Optional character scalar; if missing/empty, inferred from the DAG (must be unique).

outcome

Optional character scalar; if missing/empty, inferred from the DAG (must be unique).

engine

Modeling function, default stats::lm. Ignored if formula is a single engine call (in that case the function is taken from the call).

labels

Optional variable labels (named character vector or data.frame).

verbose

Logical (default TRUE). Controls verbosity in the console printer (formulas + notes).

type

Output type. One of "console" (default), "latex"/"docx"/"word", "excel"/"xlsx", "text"/"txt", or the plotting types "dwplot"/"dotwhisker". For type = "latex", if no out= is supplied, a LaTeX fragment is printed to the console instead of being written to disk.

show

Which sections to include in the output. One of "all" (default), "roles" (only the roles grid), or "models" (only the model comparison table/plot). This makes it possible to generate and export just roles or just comparisons.

out

Output file path for the non-console types:

  • type="latex": a LaTeX fragment written to out (usually .tex); when omitted, the fragment is printed to the console.

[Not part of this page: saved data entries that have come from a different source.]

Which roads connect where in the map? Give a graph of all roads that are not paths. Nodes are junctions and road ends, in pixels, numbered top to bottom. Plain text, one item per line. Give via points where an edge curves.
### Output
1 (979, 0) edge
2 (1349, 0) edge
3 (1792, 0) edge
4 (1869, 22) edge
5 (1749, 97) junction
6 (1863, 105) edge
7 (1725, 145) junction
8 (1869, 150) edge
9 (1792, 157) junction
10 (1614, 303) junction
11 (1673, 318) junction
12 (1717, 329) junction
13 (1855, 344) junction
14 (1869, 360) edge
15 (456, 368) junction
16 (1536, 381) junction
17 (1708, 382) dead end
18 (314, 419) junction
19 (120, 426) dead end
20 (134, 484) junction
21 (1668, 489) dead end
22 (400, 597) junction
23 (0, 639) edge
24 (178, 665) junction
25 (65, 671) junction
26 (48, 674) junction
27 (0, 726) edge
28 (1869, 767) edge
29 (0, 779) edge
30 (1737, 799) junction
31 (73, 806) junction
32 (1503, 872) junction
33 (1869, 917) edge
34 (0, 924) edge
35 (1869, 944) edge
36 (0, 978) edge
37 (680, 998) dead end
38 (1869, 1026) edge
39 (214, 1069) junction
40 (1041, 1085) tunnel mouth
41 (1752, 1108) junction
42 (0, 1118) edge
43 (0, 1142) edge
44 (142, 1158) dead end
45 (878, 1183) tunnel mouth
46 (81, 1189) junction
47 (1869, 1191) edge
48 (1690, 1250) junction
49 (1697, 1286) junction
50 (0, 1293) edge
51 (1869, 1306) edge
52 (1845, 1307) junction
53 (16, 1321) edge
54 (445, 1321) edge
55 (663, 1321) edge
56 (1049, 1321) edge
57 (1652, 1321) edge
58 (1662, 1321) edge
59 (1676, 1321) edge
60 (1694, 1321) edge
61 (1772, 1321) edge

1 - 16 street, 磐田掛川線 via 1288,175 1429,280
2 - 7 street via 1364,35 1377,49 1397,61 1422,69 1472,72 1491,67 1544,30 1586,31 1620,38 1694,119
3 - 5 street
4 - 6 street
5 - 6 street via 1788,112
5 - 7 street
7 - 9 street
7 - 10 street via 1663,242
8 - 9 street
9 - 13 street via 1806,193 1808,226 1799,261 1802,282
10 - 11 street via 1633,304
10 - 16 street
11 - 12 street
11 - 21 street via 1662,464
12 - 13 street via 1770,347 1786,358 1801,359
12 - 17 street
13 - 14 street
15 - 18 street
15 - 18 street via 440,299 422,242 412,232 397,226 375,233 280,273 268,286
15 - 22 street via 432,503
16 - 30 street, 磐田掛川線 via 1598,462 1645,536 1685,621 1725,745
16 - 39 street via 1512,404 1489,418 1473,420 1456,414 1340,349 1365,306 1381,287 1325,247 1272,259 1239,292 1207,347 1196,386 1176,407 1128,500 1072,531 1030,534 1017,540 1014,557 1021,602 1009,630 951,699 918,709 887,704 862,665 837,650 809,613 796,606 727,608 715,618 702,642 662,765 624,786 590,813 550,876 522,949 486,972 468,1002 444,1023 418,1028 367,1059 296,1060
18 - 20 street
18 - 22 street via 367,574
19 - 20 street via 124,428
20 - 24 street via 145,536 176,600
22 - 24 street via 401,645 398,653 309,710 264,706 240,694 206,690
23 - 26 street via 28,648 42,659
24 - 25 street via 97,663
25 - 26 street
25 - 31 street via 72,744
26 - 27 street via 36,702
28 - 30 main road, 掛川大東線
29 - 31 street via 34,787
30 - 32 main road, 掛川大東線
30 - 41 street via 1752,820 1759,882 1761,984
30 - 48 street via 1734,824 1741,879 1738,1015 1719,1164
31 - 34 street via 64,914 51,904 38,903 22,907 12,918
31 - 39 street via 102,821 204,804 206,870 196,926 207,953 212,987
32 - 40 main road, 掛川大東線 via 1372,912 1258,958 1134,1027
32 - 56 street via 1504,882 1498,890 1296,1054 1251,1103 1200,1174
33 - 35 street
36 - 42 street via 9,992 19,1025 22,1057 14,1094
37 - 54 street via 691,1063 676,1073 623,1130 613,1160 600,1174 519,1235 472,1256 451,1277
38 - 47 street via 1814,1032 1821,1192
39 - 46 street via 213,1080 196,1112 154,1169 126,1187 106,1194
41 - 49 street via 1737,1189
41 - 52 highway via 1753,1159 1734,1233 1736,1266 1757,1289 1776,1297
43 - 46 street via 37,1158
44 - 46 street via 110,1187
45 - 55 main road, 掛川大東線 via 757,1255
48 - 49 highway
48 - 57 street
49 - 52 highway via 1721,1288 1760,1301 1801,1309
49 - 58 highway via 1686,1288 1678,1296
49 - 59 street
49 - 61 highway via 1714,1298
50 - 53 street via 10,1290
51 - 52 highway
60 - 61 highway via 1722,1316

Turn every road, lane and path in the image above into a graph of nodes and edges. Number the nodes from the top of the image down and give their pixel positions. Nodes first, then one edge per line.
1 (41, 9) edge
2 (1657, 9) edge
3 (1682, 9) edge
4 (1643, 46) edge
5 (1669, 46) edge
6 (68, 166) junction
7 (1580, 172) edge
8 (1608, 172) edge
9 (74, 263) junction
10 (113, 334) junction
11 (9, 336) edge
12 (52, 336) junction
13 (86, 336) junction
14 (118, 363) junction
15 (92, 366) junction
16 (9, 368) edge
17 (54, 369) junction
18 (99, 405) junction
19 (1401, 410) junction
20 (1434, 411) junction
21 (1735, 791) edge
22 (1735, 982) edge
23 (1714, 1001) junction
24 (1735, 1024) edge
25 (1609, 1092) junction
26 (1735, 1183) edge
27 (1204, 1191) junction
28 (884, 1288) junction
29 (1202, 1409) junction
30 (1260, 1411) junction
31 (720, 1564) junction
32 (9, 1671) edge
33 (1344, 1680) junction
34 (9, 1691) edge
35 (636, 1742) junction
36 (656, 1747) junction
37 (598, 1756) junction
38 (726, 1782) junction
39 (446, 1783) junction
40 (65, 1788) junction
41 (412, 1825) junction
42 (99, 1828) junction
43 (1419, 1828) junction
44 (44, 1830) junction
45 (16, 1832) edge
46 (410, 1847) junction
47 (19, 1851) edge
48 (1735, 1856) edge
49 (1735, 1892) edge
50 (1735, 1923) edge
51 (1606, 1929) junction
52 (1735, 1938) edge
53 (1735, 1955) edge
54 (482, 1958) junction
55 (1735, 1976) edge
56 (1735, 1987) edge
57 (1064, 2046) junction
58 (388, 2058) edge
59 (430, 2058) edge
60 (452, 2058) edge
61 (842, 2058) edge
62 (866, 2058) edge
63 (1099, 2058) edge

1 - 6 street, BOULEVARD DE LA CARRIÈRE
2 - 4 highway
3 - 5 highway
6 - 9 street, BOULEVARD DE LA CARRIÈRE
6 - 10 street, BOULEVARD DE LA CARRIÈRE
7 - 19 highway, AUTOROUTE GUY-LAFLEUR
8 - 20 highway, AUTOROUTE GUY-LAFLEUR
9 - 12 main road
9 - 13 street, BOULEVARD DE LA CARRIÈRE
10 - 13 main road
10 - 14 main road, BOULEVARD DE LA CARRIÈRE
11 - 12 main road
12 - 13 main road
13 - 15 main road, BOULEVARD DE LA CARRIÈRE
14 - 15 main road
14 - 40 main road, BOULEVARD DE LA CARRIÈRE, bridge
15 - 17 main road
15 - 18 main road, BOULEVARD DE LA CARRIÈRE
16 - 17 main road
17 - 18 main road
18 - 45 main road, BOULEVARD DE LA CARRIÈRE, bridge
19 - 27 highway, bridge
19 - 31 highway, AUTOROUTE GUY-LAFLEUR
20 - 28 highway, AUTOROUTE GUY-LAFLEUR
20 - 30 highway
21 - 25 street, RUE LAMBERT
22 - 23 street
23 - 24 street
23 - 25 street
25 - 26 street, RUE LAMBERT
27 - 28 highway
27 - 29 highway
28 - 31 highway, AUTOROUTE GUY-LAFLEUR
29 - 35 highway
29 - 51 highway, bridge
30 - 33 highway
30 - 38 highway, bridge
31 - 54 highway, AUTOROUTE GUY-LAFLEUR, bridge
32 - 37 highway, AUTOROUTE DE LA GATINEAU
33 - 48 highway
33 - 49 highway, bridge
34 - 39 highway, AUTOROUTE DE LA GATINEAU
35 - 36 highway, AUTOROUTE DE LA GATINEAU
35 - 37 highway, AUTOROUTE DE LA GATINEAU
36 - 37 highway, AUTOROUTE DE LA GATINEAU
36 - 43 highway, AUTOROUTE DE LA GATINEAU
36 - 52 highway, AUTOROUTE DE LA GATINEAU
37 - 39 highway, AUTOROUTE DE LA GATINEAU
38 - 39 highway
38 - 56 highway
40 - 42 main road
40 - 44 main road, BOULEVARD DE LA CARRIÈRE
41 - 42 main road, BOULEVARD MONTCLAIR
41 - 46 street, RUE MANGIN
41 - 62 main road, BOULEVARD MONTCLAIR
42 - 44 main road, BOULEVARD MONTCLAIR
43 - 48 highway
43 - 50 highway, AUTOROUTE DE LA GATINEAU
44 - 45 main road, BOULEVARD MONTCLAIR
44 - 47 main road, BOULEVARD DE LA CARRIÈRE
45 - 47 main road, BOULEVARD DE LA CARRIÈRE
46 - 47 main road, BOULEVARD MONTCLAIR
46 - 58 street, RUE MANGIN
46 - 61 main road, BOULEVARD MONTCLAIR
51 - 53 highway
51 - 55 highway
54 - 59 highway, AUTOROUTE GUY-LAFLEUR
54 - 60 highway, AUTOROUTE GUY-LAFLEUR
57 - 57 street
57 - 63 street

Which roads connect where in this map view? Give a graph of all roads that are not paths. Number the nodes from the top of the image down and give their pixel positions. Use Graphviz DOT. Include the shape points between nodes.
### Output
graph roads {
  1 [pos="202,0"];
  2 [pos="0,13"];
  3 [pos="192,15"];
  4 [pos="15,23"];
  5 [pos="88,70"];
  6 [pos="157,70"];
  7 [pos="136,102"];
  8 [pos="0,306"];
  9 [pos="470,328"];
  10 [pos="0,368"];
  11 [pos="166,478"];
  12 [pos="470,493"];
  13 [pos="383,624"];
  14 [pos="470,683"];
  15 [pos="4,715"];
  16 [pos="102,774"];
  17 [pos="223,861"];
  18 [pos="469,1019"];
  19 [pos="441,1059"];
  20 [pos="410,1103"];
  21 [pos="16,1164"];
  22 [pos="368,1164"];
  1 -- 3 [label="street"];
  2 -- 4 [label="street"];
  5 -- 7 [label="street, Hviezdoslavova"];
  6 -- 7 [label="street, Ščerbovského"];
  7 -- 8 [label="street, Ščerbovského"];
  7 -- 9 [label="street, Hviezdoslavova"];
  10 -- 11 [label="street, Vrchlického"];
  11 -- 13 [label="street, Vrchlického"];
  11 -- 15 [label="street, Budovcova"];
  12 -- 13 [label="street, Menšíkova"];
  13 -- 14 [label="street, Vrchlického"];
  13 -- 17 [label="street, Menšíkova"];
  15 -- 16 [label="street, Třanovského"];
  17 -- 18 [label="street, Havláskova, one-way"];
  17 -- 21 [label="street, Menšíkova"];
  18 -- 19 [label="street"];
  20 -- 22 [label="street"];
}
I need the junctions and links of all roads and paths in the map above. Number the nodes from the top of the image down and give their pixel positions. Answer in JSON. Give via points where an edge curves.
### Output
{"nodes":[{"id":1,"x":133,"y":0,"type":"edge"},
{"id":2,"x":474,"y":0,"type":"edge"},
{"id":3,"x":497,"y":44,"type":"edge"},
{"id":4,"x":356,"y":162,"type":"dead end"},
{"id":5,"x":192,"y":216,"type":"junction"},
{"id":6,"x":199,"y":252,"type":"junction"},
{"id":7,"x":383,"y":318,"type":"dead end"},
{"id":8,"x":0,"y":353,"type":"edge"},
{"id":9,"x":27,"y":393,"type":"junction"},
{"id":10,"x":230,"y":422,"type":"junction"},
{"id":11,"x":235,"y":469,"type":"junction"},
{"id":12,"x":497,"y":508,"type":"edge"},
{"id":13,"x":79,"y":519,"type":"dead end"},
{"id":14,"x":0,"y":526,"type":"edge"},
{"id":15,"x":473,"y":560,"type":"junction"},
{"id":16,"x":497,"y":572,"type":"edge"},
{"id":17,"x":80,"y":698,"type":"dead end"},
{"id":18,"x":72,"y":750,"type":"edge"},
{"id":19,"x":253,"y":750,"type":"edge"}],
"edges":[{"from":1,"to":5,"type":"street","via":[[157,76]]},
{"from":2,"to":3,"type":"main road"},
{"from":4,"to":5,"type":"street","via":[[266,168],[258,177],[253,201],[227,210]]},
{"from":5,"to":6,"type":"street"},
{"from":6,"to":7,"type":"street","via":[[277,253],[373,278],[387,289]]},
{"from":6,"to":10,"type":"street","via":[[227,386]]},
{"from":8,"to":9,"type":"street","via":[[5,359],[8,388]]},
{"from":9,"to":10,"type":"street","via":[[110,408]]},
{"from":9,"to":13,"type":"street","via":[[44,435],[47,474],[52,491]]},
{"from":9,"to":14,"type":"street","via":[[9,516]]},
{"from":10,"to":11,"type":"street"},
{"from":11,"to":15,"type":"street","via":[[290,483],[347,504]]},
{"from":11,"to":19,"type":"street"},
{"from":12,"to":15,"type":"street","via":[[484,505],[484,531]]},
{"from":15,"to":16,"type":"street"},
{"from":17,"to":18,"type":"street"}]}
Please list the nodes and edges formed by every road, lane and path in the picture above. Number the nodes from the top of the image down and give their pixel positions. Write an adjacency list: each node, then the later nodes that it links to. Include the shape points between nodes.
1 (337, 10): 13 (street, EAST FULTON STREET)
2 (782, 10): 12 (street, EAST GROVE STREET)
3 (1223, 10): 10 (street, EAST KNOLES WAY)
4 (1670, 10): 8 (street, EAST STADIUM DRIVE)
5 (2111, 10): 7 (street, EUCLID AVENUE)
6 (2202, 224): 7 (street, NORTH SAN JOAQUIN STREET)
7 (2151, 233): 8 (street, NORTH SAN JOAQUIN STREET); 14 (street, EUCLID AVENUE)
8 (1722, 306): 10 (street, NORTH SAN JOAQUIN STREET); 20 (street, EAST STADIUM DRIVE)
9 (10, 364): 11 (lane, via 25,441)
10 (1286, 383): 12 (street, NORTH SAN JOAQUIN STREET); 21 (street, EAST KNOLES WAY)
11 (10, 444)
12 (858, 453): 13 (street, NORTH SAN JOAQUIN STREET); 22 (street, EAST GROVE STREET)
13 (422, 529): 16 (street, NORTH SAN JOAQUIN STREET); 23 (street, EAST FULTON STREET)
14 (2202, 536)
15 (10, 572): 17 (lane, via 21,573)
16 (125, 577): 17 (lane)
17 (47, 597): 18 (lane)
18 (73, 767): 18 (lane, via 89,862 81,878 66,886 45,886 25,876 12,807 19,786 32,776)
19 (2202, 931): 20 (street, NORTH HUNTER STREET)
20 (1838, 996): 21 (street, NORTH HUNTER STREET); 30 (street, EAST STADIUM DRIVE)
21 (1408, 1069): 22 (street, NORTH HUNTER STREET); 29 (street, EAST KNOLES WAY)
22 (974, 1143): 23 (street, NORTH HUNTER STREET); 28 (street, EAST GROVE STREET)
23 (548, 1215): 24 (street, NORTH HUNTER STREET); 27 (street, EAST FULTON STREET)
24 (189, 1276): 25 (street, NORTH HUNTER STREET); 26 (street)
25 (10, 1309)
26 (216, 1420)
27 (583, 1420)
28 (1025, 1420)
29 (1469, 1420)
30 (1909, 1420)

  • type="text"/"txt": a plain-text file written to out; when omitted, the report is printed to console.

  • type="dotwhisker"/"dwplot": a image (.png) file written to out; when omitted, the plot is rendered within RStudio.

  • type="docx"/"word": a Word (.docx) file written to out.

  • type="excel"/"xlsx": an Excel (.xlsx) file written to out. Ignored for type="console".

imply

Logical; default FALSE. Specifies evaluation scope.

  • If FALSE (default): restrict DAG evaluation to variables named in the formula (prune the DAG to exposure, outcome, and RHS terms). Roles/sets/bad-controls are computed on this pruned graph, and the roles table only shows those variables. Essentially, it fits the DAG to the formula.

  • If TRUE: evaluate on the full DAG and allow DAG-implied controls in the minimal/canonical sets. The roles table shows all DAG nodes, and the printout notes any variables added beyond your RHS. Essentially, it fits the formula to the DAG.

eval_all

Logical; default FALSE. When TRUE, keep all original RHS terms that are not in the DAG (e.g., fixed effects, interactions, splines, convenience covariates) in the minimal and canonical formulas. When FALSE (default), RHS terms not present as DAG nodes are dropped from those derived formulas.

exclude

Optional character vector to remove neutral controls from the canonical set. Recognized values are "nct" (drop neutral-on-treatment controls) and "nco" (drop neutral-on-outcome controls). You can supply one or both, e.g. exclude = c("nco", "nct"); each requested variant is fitted and shown as a separate "Canon. (-...)" column in the console/model exports.

omit_intercept

Logical; drop intercept rows from the model comparison display (default TRUE).

omit_factors

Logical; drop factor-level rows from the model comparison display (default TRUE). This parameter only suppresses factor output–they are still included in the regression.

bivariate

Logical; if TRUE, include a bivariate (exposure-only) specification in the comparison table in addition to the user's original and DAG-derived models.

estimand

Character; causal estimand for binary treatments. Currently only supported for type = "console". One of "none" (default), "ATE", or "ATT". When "ATE" or "ATT", the console print method will attempt to compute inverse-probability weights via the WeightIt package and add weighted versions of each comparison model as additional columns.

engine_args

Named list of extra arguments forwarded to engine(...). If formula is an engine call, arguments from the call are merged with engine_args (call values take precedence).

Value

An object of class "DAGassist_report", invisibly for file and plot outputs, and printed for type="console". The list contains:

  • validation - result from validate_spec(...) which verifies acyclicity and X/Y declarations.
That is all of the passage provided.